We all know how important reliable headphones are when you’re working with music on the go, especially when all you have is a MacBook with a headphone jack. Ideally, there should be no unpleasant surprises when you return to the studio to listen to the final mix.
The Beyerdynamic DT 900 Pro X can be the solution to this problem. These headphones are designed specifically for professional musicians and hi-fi enthusiasts who want a simple and reliable solution for music production and mixing on-the-go. They are also easy to drive.
When we tested the more expensive DT 1990 Pro, the conclusion was that they were highly resolved and analytical, just as a pair of professional headphones should be. We found that their sensitivity and impedance were average, but at this is a price range a separate headphone amplifier is usually a required. If you plan to use them with a laptop or mobile phone, you will quickly realize that you don’t have enough ‘juice’.
The studio qualities are the strengths and weaknesses of Beyerdynamic DT 1990 Pro, must be tested before purchase.
Easily driven, open-back headphones
The open-back DT 900 Pro X are a different story. With a comfortable 48 ohm impedance and 100 dB sensitivity, they don’t require much power to play loud enough.
Being open-back means that they can be used for longer periods of time without your ears getting sweaty, but the downside is sound leakage. This makes them ideal for mixing after a recording, but not quite as suitable for musicians when recording.
Sound will leak into the microphones, which is problematic if, for example, you need to re-record a single instrument. The previous take will then be audible in the background on the other tracks. Therefore, musicians recording together should wear closed headphones while the sound engineer uses open headphones.
The DT 900 Pro X has been updated with new materials since the older DT 990 Pro, including a more robust “wishbone” mounting system for the cups.
But the biggest news is the new 45mm drivers, which are named STELLAR.45. These are equipped with powerful neodymium magnets and have a new, lighter voice coil, which aims to improve the reproduction of the upper frequency range and also provides faster action to rhythms and transients.
The cables can be replaced, and two are included: one 1.8 meters long and one 3 meters long. Both have a 3.5 mm plug at the end, and a 6.3 mm plug is also included. The cable is attached to the headphones with a single 3-pin mini-XLR, and you can buy third-party cables if you want. For example, if you prefer a coiled cable instead of a straight one (why wouldn’t they include one?).
The headphones are produced at the Beyerdynamic factory in Heilbronn, Germany. Almost all parts are replaceable to ensure long life span.

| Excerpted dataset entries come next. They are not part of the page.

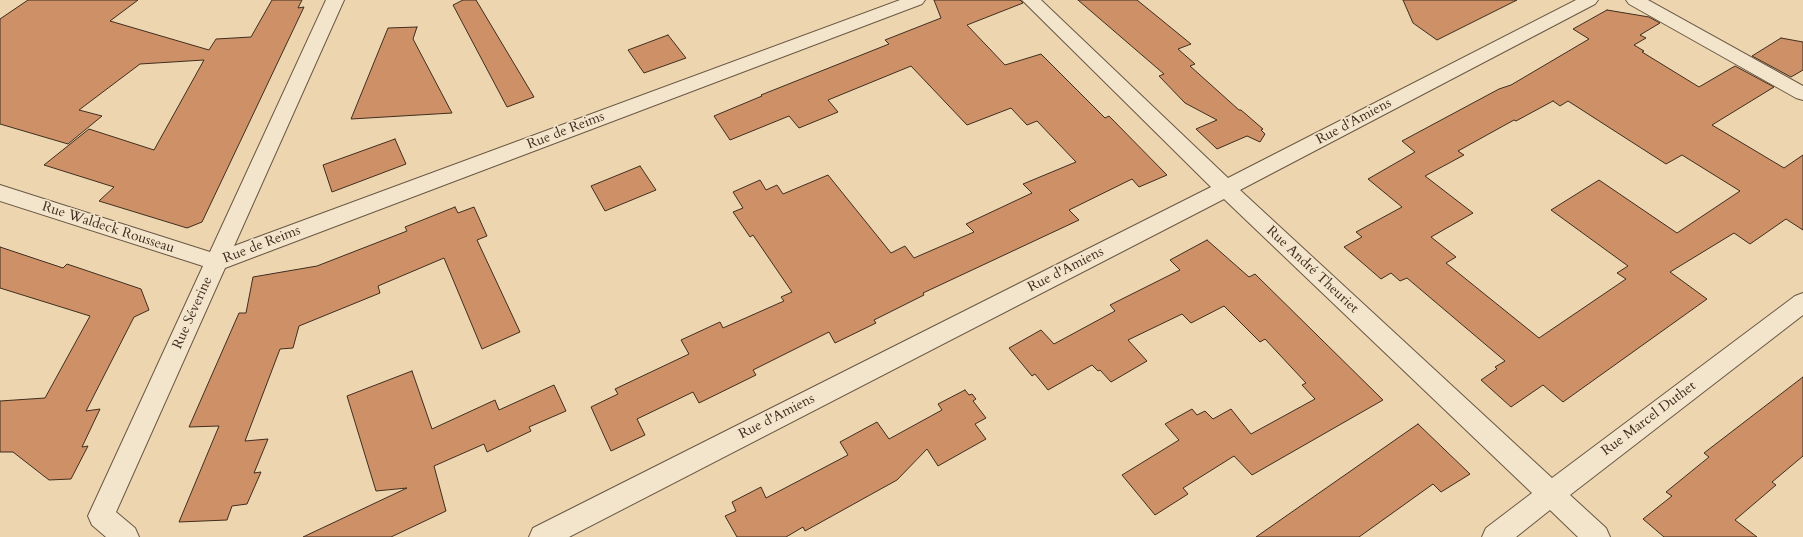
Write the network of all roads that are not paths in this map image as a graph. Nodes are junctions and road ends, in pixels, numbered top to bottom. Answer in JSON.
{"nodes":[{"id":1,"x":335,"y":0,"type":"edge"},
{"id":2,"x":916,"y":0,"type":"edge"},
{"id":3,"x":1031,"y":0,"type":"edge"},
{"id":4,"x":1589,"y":0,"type":"edge"},
{"id":5,"x":1635,"y":0,"type":"edge"},
{"id":6,"x":1803,"y":94,"type":"edge"},
{"id":7,"x":1226,"y":189,"type":"junction"},
{"id":8,"x":0,"y":193,"type":"edge"},
{"id":9,"x":216,"y":262,"type":"junction"},
{"id":10,"x":1803,"y":302,"type":"edge"},
{"id":11,"x":1551,"y":493,"type":"junction"},
{"id":12,"x":126,"y":537,"type":"edge"},
{"id":13,"x":542,"y":537,"type":"edge"},
{"id":14,"x":1495,"y":537,"type":"edge"},
{"id":15,"x":1597,"y":537,"type":"edge"}],
"edges":[{"from":1,"to":9,"type":"street","name":"Rue Séverine"},
{"from":2,"to":9,"type":"street","name":"Rue de Reims"},
{"from":3,"to":7,"type":"street","name":"Rue André Theuriet"},
{"from":4,"to":7,"type":"street","name":"Rue d'Amiens"},
{"from":5,"to":6,"type":"street"},
{"from":7,"to":11,"type":"street","name":"Rue André Theuriet"},
{"from":7,"to":13,"type":"street","name":"Rue d'Amiens"},
{"from":8,"to":9,"type":"street","name":"Rue Waldeck Rousseau"},
{"from":9,"to":12,"type":"street","name":"Rue Séverine"},
{"from":10,"to":11,"type":"street","name":"Rue Marcel Duthet"},
{"from":11,"to":14,"type":"street","name":"Rue Marcel Duthet"},
{"from":11,"to":15,"type":"street","name":"Rue André Theuriet"}]}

The sound of the Beyerdynamic DT 900 Pro X
The headphones sit firmly on the head without squeezing or causing discomfort. The velour pads are breathable, which in combination with the open cups means that you won’t get sweaty ears – even after a long session.
In terms of sound, the headphones are very honest, while the bass register has plenty of energy. There are no colorations in the bass, but since the headphones are so fast and effortless, rhythms in the music pass through abundantly. And the bass is deep with great physicality.
These can be driven with ease from my MacBook Pro, and the sound is definitely loud enough. You’ll obviously get even more out of an amplifier, but strictly speaking, it’s not a necessity.
Vocals are clear and the soundstage is spacious and expansive. Compared to the Sennheiser HD 660 S2, the midrange is a little leaner here, a baritone voice or a saxophone appears slightly recessed in the mix. The Sennheiser HD 560S, and thus also the identical pro model HD 400 PRO, also have a larger and warmer midrange than the DT 900 Pro X.
There is a dip around the 4 kHz range here, and although it is not as audible as it appears on the graph (it covers a narrow frequency range), the vocals are not quite as prominent and “lively” as I would like.
On the other hand, I feel that the Beyers packs more punch in the bass.
DT 900 Pro X is at times prone to sibilance – a slight sharpness in the treble range, which means that sibilants and cymbals can sound a bit too sharp depending on the recording. This may tempt a sound engineer to dampen this area of the recording. However, getting to know your headphones comes pretty quick, and adapting to this characteristic shouldn’t be a significant problem in practice.
DT 900 Pro X is still more balanced than its sibling, the DT 1990 Pro. You don’t get quite the same level of resolution, but overall, I prefer the sound of the cheaper 900 Pro X. The upper midrange comes out better, and the sibilants around 8-9 kHz are actually more pronounced in DT 1990 Pro. Therefore, in my opinion, the cheaper DT 900 Pro X is more successful.
The Beyerdynamic DT 900 Pro X is a good choice if you’re looking for a tool to turn up the volume, or if you want to hear music reproduced with great authenticity. And if you don’t want to spend money on a headphone amplifier. They are effortless to drive and the instruments can easily be distinguished from each other!
In many ways, these headphones are actually better than the more expensive DT 1990 Pro. Especially in the midrange and treble. They still have a somewhat energetic treble, I would consider using an EQ to reduce 3-5 dB around 8 kHz. But oh my, you sure get a lot of bang for your buck!